Wasleys is a small town north-west of Gawler, South Australia. Roseworthy College is located around 6 km south of the town.

==History==
The town is named after Joseph Wasley, who arrived in the colony of South Australia in 1838. After having been a successful miner at Burra in South Australia as well as the Victorian goldfields, he took up five sections in the Hundred of Mudla Wirra (which had been established in 1847), known as the Mudla Wirra Forest.

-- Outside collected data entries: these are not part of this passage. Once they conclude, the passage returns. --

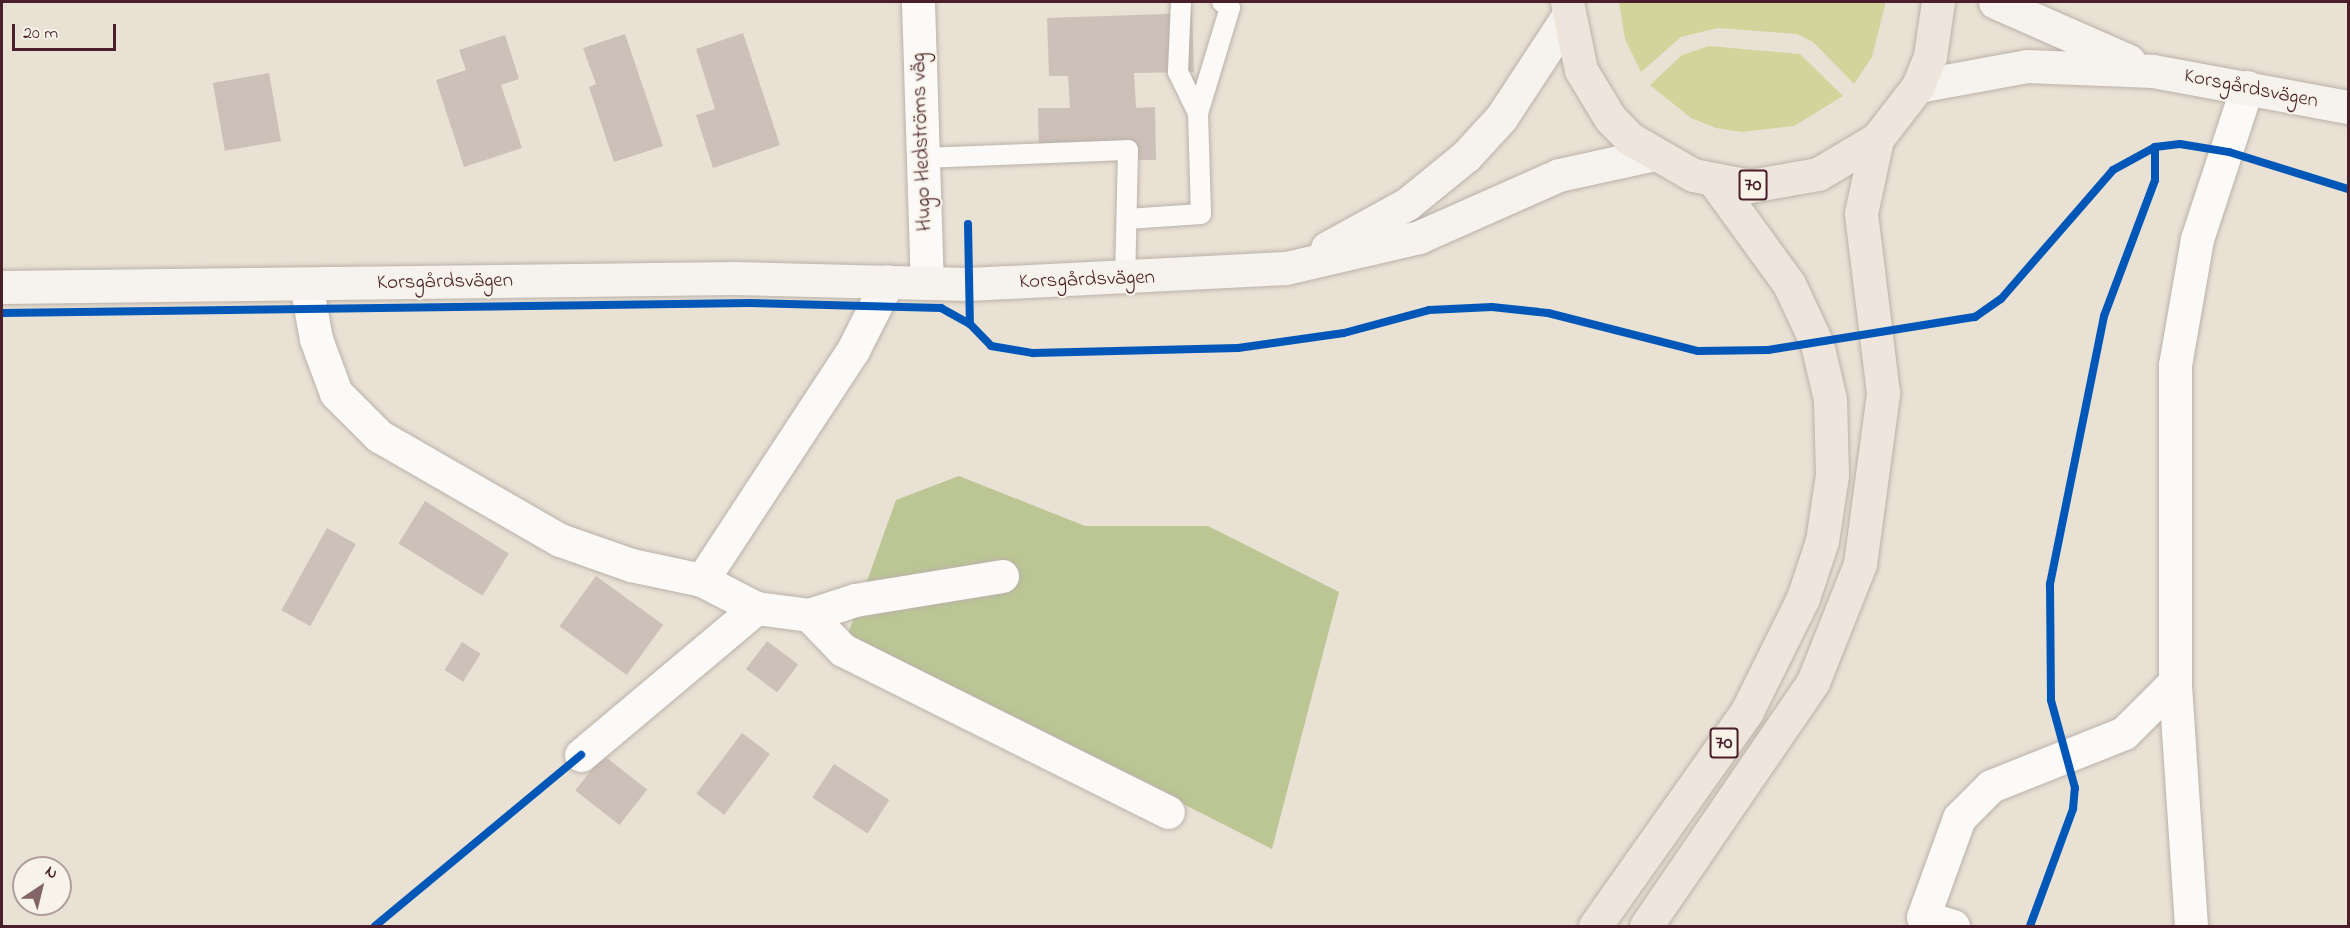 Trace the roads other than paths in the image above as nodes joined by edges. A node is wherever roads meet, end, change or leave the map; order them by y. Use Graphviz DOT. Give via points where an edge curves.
graph roads {
  1 [pos="918,2"];
  2 [pos="1181,2"];
  3 [pos="1222,2"];
  4 [pos="1938,2"];
  5 [pos="1995,2"];
  6 [pos="1568,9"];
  7 [pos="2152,71"];
  8 [pos="1918,86"];
  9 [pos="2247,87"];
  10 [pos="2349,107"];
  11 [pos="1198,113"];
  12 [pos="1877,139"];
  13 [pos="1651,155"];
  14 [pos="920,158"];
  15 [pos="1716,182"];
  16 [pos="1127,219"];
  17 [pos="1286,268"];
  18 [pos="1125,280"];
  19 [pos="888,281"];
  20 [pos="927,283"];
  21 [pos="306,284"];
  22 [pos="2,287"];
  23 [pos="1002,576"];
  24 [pos="702,580"];
  25 [pos="756,608"];
  26 [pos="809,615"];
  27 [pos="2175,682"];
  28 [pos="581,755"];
  29 [pos="1168,812"];
  30 [pos="1595,927"];
  31 [pos="1646,927"];
  32 [pos="1953,927"];
  33 [pos="2191,927"];
  1 -- 14 [label="street, Hugo Hedströms väg"];
  2 -- 11 [label="lane" via="1178,72"];
  3 -- 11 [label="lane" via="1230,8"];
  4 -- 8 [label="highway, 70" via="1930,56"];
  5 -- 7 [label="street, Korsgårdsvägen" via="2052,31"];
  6 -- 13 [label="highway, 70" via="1572,44 1594,95 1610,118"];
  6 -- 17 [label="street, Korsgårdsvägen" via="1502,118 1466,156 1407,204"];
  7 -- 8 [label="street, Korsgårdsvägen" via="2027,66"];
  7 -- 9 [label="street, Korsgårdsvägen"];
  8 -- 12 [label="highway, 70"];
  9 -- 10 [label="street, Korsgårdsvägen"];
  9 -- 27 [label="street" via="2182,302 2173,435"];
  11 -- 16 [label="lane" via="1201,214"];
  12 -- 15 [label="highway, 70" via="1818,174 1750,186"];
  12 -- 31 [label="highway, 70" via="1863,182 1861,240 1883,393 1860,564 1813,682"];
  13 -- 15 [label="highway, 70"];
  13 -- 17 [label="street, Korsgårdsvägen" via="1569,172 1419,237"];
  14 -- 16 [label="lane" via="1128,150"];
  14 -- 20 [label="street, Hugo Hedströms väg"];
  15 -- 30 [label="highway, 70" via="1789,284 1817,344 1830,399 1832,475 1822,541 1799,608 1747,711"];
  16 -- 18 [label="lane"];
  17 -- 18 [label="street, Korsgårdsvägen"];
  18 -- 20 [label="street, Korsgårdsvägen"];
  19 -- 20 [label="street, Korsgårdsvägen"];
  19 -- 21 [label="street, Korsgårdsvägen"];
  19 -- 24 [label="street" via="853,350"];
  21 -- 22 [label="street, Korsgårdsvägen"];
  21 -- 24 [label="street" via="316,339 336,393 380,436 560,540 632,565"];
  23 -- 26 [label="street" via="855,600"];
  24 -- 25 [label="street"];
  25 -- 26 [label="street"];
  25 -- 28 [label="street"];
  26 -- 29 [label="street" via="843,650"];
  27 -- 32 [label="street" via="2124,733 1992,786 1959,818 1923,917"];
  27 -- 33 [label="street"];
}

The name mudla wirra comes from the Kaurna language, but may have been misinterpreted in multiple sources, perhaps arising from the online version of Manning's Index. It has been reported that mudla means" implement", giving rise to the translation "a forest where implements are obtained", but in a newer publication (revised in 2012), Manning writes "Professor Tindale says that an alternative derivation is based on the word mudla meaning ‘nose’" (as in the Kaurna name for the Lefevre Peninsula, mudlanga. and other sources confirm this. Tindale and many others based their work on the work of German missionaries Teichelmann and Schürmann, who compiled a grammar and wordlist of the Kaurna language in 1840. In this work, mudla is recorded as meaning "nose", while mudli means implement.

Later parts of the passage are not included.